Kamal Amrohi’s Mahal is our first reincarnation thriller
Soon after the gardener finishes his tale, Hari Shankar hears the sound of a woman singing afar. Following the voice through the eerie mansion, he comes upon a beautiful woman (Madhubala) on a swing. He assumes she is Kamini’s ghost and falls in love with her. From that moment, his world is turned upside down.
Many believe Mahal is about a beautiful ghost ensnaring Hari Shankar. But the real twist is the reincarnated lover. Kamini’s ghostly appearances distract us into believing she is the one who is reincarnated. In fact, it is Hari Shankar who is reborn with the soul of the mansion’s former inhabitant. He says as much in dialogue; but no scene conveys this with certainty, and this could be considered a narrative flaw. The viewer is left somewhat confused, and the only helpful clue is the song ‘Aayega, aayega... aanewala aayega’. It isn’t ‘Aayegi, aayegi...aanewali aayegi’. But viewers, who had never before seen a ghost story in Hindi cinema, did not mind the holes in the narrative. They loved this Bombay Talkies production with its mysterious mood, unusual music by Khemchand Prakash and lyrics by Naqshab.
Mahal was the first Hindi film to have opulent sets, the kind usual with historical films. They were created by art director B.N. Tagore. Perhaps the desire for opulence came from Amrohi’s experience of writing the screenplay for Sohrab Modi’s Pukaar. But he used the ornate sets to a different effect: at one point, the hero is shown walking on and on through a series of doorways opening into a grand corridor, fabulously visualising in physical space the entrance into, and entrapment of, the hero’s mind in a world of delusion from which there is no escape. Soon, Hari Shankar will see things “through a glass, darkly”, as his sense of reality becomes blurred.
It’s unknown whether Amrohi was familiar with Hollywood supernatural thrillers of the 1940s, especially those of Jacques Tourneur, shot in the film noir style, its roots in German Expressionism. These melodramas had gloomy, flawed characters, inexorably drawn to their ruin. Mahal has a comparable mood; and it’s no surprise it is rooted in film noir, for it was shot by the German cinematographer Josef Wirsching, who used stunning close-ups and shadows to create dramatic tension and infuse menace.
This ace cinematographer came to India on the invitation of Himanshu Rai in the 1930s to work at Bombay Talkies and became Amrohi’s close collaborator. He’s an unsung hero of Indian cinema, largely uncredited for influencing the cinematography of our black-and-white classics. As a German living in British India, he was interned in detention camps during World War II, but returned to work at Bombay Talkies on release. He died in 1967, during the initial filming of Pakeezah.
Very few of today’s generation would watch Mahal, but the title is well-known, owing to the popularity and the back-story of Aayega, aayega.... In those years, playback singers were not credited on record labels, perhaps to conceal the fact that actors did not sing their own songs.
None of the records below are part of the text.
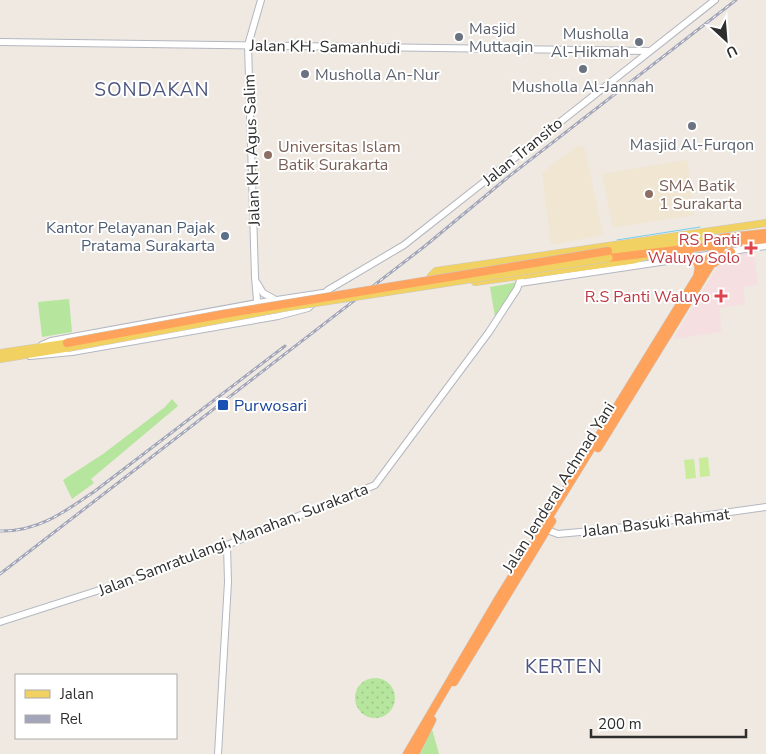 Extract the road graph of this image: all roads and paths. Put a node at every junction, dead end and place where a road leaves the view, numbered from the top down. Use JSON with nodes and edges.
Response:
{"nodes":[{"id":1,"x":261,"y":0,"type":"edge"},
{"id":2,"x":715,"y":0,"type":"edge"},
{"id":3,"x":0,"y":42,"type":"edge"},
{"id":4,"x":248,"y":45,"type":"junction"},
{"id":5,"x":649,"y":51,"type":"junction"},
{"id":6,"x":766,"y":223,"type":"edge"},
{"id":7,"x":766,"y":233,"type":"edge"},
{"id":8,"x":766,"y":239,"type":"edge"},
{"id":9,"x":719,"y":246,"type":"junction"},
{"id":10,"x":766,"y":246,"type":"edge"},
{"id":11,"x":678,"y":250,"type":"junction"},
{"id":12,"x":731,"y":252,"type":"junction"},
{"id":13,"x":609,"y":254,"type":"junction"},
{"id":14,"x":652,"y":254,"type":"junction"},
{"id":15,"x":694,"y":258,"type":"junction"},
{"id":16,"x":709,"y":268,"type":"junction"},
{"id":17,"x":522,"y":275,"type":"junction"},
{"id":18,"x":695,"y":279,"type":"junction"},
{"id":19,"x":255,"y":280,"type":"junction"},
{"id":20,"x":519,"y":284,"type":"junction"},
{"id":21,"x":323,"y":293,"type":"junction"},
{"id":22,"x":310,"y":295,"type":"junction"},
{"id":23,"x":276,"y":300,"type":"junction"},
{"id":24,"x":257,"y":303,"type":"junction"},
{"id":25,"x":312,"y":305,"type":"junction"},
{"id":26,"x":678,"y":312,"type":"junction"},
{"id":27,"x":259,"y":319,"type":"junction"},
{"id":28,"x":67,"y":345,"type":"junction"},
{"id":29,"x":39,"y":346,"type":"junction"},
{"id":30,"x":0,"y":353,"type":"edge"},
{"id":31,"x":19,"y":356,"type":"junction"},
{"id":32,"x":0,"y":360,"type":"edge"},
{"id":33,"x":766,"y":507,"type":"edge"},
{"id":34,"x":550,"y":531,"type":"junction"},
{"id":35,"x":227,"y":545,"type":"junction"},
{"id":36,"x":528,"y":555,"type":"junction"},
{"id":37,"x":0,"y":622,"type":"edge"},
{"id":38,"x":218,"y":754,"type":"edge"},
{"id":39,"x":407,"y":754,"type":"edge"},
{"id":40,"x":415,"y":754,"type":"edge"}],
"edges":[{"from":1,"to":4,"type":"main road","name":"Jalan KH. Agus Salim"},
{"from":2,"to":5,"type":"main road","name":"Jalan Transito"},
{"from":3,"to":4,"type":"main road","name":"Jalan KH. Samanhudi"},
{"from":4,"to":5,"type":"main road","name":"Jalan KH. Samanhudi"},
{"from":4,"to":19,"type":"main road","name":"Jalan KH. Agus Salim"},
{"from":5,"to":21,"type":"main road","name":"Jalan Transito"},
{"from":6,"to":17,"type":"main road"},
{"from":7,"to":9,"type":"highway"},
{"from":8,"to":9,"type":"highway"},
{"from":9,"to":11,"type":"highway"},
{"from":9,"to":12,"type":"main road"},
{"from":9,"to":13,"type":"main road"},
{"from":9,"to":15,"type":"main road"},
{"from":9,"to":16,"type":"highway","name":"Jalan Jenderal Achmad Yani"},
{"from":9,"to":18,"type":"highway","name":"Jalan Jenderal Achmad Yani"},
{"from":10,"to":12,"type":"main road"},
{"from":11,"to":14,"type":"highway"},
{"from":11,"to":15,"type":"highway"},
{"from":12,"to":16,"type":"highway"},
{"from":13,"to":14,"type":"highway"},
{"from":13,"to":28,"type":"highway","bridge":true},
{"from":14,"to":17,"type":"main road"},
{"from":15,"to":18,"type":"highway"},
{"from":15,"to":20,"type":"main road"},
{"from":16,"to":26,"type":"highway","name":"Jalan Jenderal Achmad Yani"},
{"from":17,"to":20,"type":"main road"},
{"from":18,"to":26,"type":"highway","name":"Jalan Jenderal Achmad Yani"},
{"from":19,"to":23,"type":"main road"},
{"from":19,"to":24,"type":"main road","name":"Jalan KH. Agus Salim"},
{"from":20,"to":35,"type":"main road","name":"Jalan Samratulangi, Manahan, Surakarta"},
{"from":21,"to":22,"type":"main road"},
{"from":21,"to":25,"type":"main road"},
{"from":22,"to":23,"type":"main road"},
{"from":22,"to":25,"type":"main road"},
{"from":23,"to":24,"type":"main road"},
{"from":24,"to":27,"type":"main road","name":"Jalan KH. Agus Salim"},
{"from":24,"to":29,"type":"main road"},
{"from":25,"to":27,"type":"main road"},
{"from":26,"to":34,"type":"highway","name":"Jalan Jenderal Achmad Yani"},
{"from":27,"to":31,"type":"main road"},
{"from":28,"to":29,"type":"main road"},
{"from":28,"to":31,"type":"main road"},
{"from":29,"to":30,"type":"main road"},
{"from":31,"to":32,"type":"main road"},
{"from":33,"to":34,"type":"main road","name":"Jalan Basuki Rahmat"},
{"from":34,"to":36,"type":"highway","name":"Jalan Jenderal Achmad Yani"},
{"from":35,"to":37,"type":"main road","name":"Jalan Samratulangi, Manahan, Surakarta"},
{"from":35,"to":38,"type":"main road"},
{"from":36,"to":39,"type":"highway","name":"Jalan Jenderal Achmad Yani"},
{"from":36,"to":40,"type":"highway","name":"Jalan Jenderal Achmad Yani"}]}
When the 78 rpm record of Aayega... was released, the song was credited to the character Kamini. Faced by a crescendo of demands, HMV had to finally tell radio listeners the singer was a young woman called Lata Mangeshkar, who became famous after Mahal was released.
Today sound perspectives are created using digital technology. But Aayega, aayega... was recorded more than 60 years ago. In an interview, Lata Mangeshkar once told me how much inventiveness Amrohi, composer Prakash and she brought to the recording to the give the song a ghostly feel: she stood in a corner of the studio, with the microphone at its centre and walked towards the microphone singing the opening verse, from Khamosh hai zamana... to is aas key sahare, and when she got close to the mike, she sang the refrain, Aayega, aayega.... After much trial and error with this procedure, the song was finally recorded to everyone’s satisfaction.
With Mahal, Amrohi set the formula for suspense films, spawning many clones, including Madhumati, Woh Kaun Thi? and Mera Saaya, and creating an appetite for tales about ghostly mansions, murderous goings-on, unhinged minds and a female apparition sauntering as a haunting melody plays. But at heart, Mahal is less about reincarnation than about people obsessed with finding eternal love. This search for and union with the perfect beloved is close to the Sufi idea of divine love, a theme running through all of Amrohi’s films: in Pakeezah and Razia Sultan, the question is whether love can transcend social and class barriers; in Mahal, it is whether love can transcend death itself.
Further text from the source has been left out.